さっきまで彼女が苦しそうな顔で首を横に振っていたことを頭の片隅で思い返しながら、俺は千花と並んで歩き出した。
「ちょっと休憩しない?」と千花に誘われ、俺は公園のベンチに腰を下ろす。
足元で身体を丸めたユメを撫でている千花を何気なく見つめていたけれど、彼女の手の違和感に気づき、俺は首を傾げた。
「指、どうしたの?」
ぽつりと問いかけた俺の言葉に、千花がやけに大きく肩を揺らした。俺の視界から隠すように両手の指を組んだから、怪しく思えてきてしまう。
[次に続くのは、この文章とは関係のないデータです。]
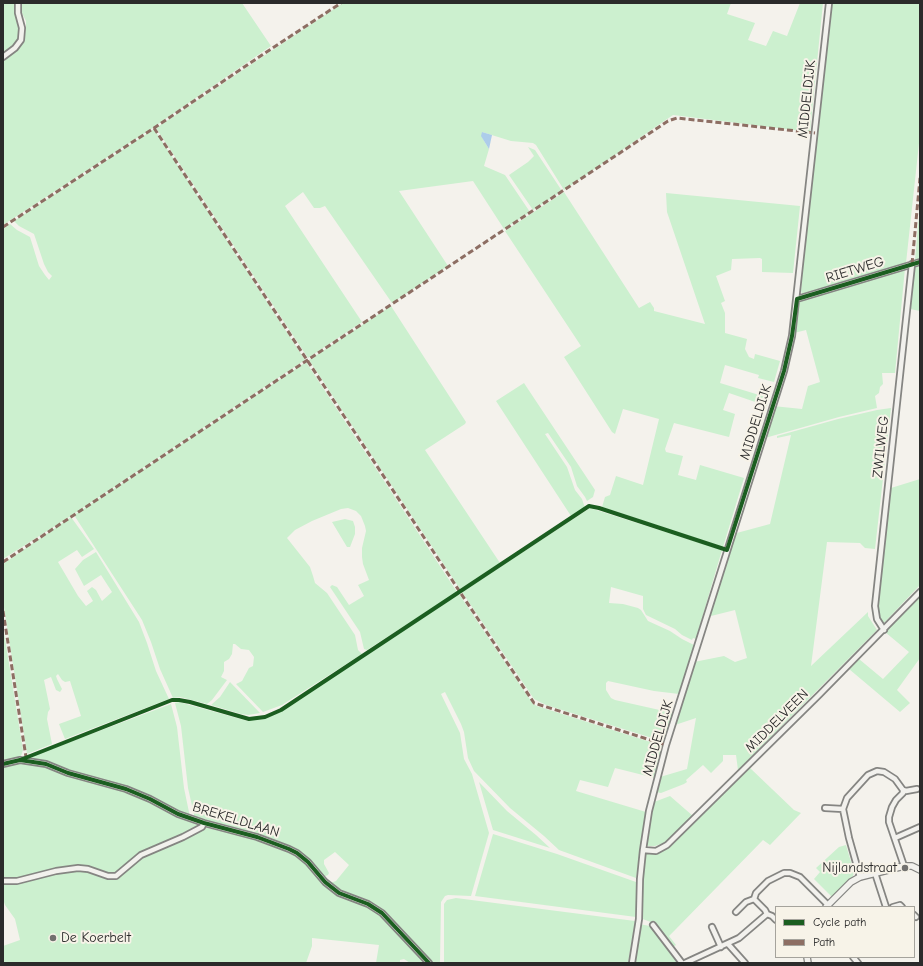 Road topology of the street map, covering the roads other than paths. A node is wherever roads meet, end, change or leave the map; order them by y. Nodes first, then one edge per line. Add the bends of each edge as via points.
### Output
1 (18, 3) edge
2 (829, 3) edge
3 (3, 57) edge
4 (920, 262) edge
5 (912, 264) junction
6 (797, 299) junction
7 (920, 592) edge
8 (884, 630) junction
9 (3, 764) edge
10 (917, 789) dead end
11 (903, 790) junction
12 (825, 808) dead end
13 (843, 809) junction
14 (204, 823) junction
15 (920, 827) edge
16 (895, 838) junction
17 (643, 850) junction
18 (904, 866) junction
19 (920, 870) edge
20 (875, 873) junction
21 (860, 878) junction
22 (3, 881) edge
23 (754, 899) junction
24 (827, 906) edge
25 (886, 906) edge
26 (736, 912) dead end
27 (767, 914) junction
28 (775, 919) edge
29 (653, 925) dead end
30 (712, 927) dead end
31 (728, 944) junction
32 (721, 947) junction
33 (429, 963) edge
34 (632, 963) edge
35 (684, 963) edge
36 (745, 963) edge

1 - 3 street via 21,40
2 - 6 street, MIDDELDIJK
4 - 5 street, RIETWEG
5 - 6 street, RIETWEG
5 - 8 street, ZWILWEG via 875,606 877,618
6 - 17 street, MIDDELDIJK via 784,371 666,745 649,811
7 - 8 street, MIDDELVEEN
8 - 17 street, MIDDELVEEN via 667,845 656,851
9 - 14 street, BREKELDLAAN via 20,760 46,764 126,789 178,814
10 - 11 street
11 - 13 street via 895,779 878,771 868,775 861,782 847,798
11 - 16 street via 889,816
12 - 13 street
13 - 21 street
14 - 22 street, BREKELDLAAN via 202,827 183,837 141,855 116,876 78,868 17,881
14 - 33 street, BREKELDLAAN via 257,837 297,853 339,893 368,904 382,913
15 - 16 street
16 - 18 street
17 - 34 street, MIDDELDIJK via 639,919
18 - 19 street
18 - 20 street
20 - 21 street
20 - 25 street
21 - 24 street via 851,882
23 - 24 street via 756,893 772,879 790,873 802,879
23 - 26 street via 746,902
23 - 27 street
27 - 28 street
27 - 31 street
29 - 35 street
30 - 32 street
31 - 32 street
31 - 36 street
32 - 35 street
目を眇めると千花は観念したらしく、わずかに肩を落とした。
「私ね、手芸部なの。それでね。来週、中学校近くの保育園に遊びに行くことになっていて、プレゼント用にぬいぐるみを作ろうってことになってて……さっきまで家で作ってたんだけど」
「へぇ。で、負傷したわけ?」
「負傷って……確かにそうだけどさ」
「どんなの作ってるの?」
「時間もないし、私けっこう不器用だし、本格的なものじゃないけど」
言いながら、千花は持っていたトートバッグからフェルト生地の何かを取り出し、俺に差し出してきた。